Aim of the task
Your reply should be only the number of lines in the records that contain the word "main".

Supplied material
★ ★ ★ ★
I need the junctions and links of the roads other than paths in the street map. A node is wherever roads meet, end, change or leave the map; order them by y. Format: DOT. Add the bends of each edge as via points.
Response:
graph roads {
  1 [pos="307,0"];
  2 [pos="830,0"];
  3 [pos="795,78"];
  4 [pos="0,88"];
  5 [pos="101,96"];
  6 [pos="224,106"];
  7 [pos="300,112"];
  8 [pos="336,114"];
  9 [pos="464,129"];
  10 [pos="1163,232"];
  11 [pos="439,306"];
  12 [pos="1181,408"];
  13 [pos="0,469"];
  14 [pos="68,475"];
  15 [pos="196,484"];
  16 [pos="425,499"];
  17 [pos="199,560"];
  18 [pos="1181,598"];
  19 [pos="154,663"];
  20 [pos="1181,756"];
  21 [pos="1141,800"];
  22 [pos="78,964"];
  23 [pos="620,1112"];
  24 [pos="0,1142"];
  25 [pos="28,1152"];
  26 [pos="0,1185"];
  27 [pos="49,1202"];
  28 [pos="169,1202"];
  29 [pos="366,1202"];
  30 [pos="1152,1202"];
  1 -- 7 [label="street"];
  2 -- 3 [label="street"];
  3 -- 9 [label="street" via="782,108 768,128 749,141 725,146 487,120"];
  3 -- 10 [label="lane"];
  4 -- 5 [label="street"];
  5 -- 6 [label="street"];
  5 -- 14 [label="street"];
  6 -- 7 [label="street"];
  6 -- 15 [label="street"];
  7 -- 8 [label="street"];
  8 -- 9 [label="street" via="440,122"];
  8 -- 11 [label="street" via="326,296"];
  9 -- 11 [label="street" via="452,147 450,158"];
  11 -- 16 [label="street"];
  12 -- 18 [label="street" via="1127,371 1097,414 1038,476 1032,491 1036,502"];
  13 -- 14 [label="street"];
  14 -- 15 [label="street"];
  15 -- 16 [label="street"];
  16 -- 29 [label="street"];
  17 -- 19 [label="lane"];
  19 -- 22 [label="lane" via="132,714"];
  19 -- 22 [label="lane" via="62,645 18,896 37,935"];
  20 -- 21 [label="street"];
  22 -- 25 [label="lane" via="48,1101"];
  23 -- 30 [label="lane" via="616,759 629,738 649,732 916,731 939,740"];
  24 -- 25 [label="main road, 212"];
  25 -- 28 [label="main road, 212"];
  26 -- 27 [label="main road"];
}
★ ★ ★ ★
Response to this exercise
3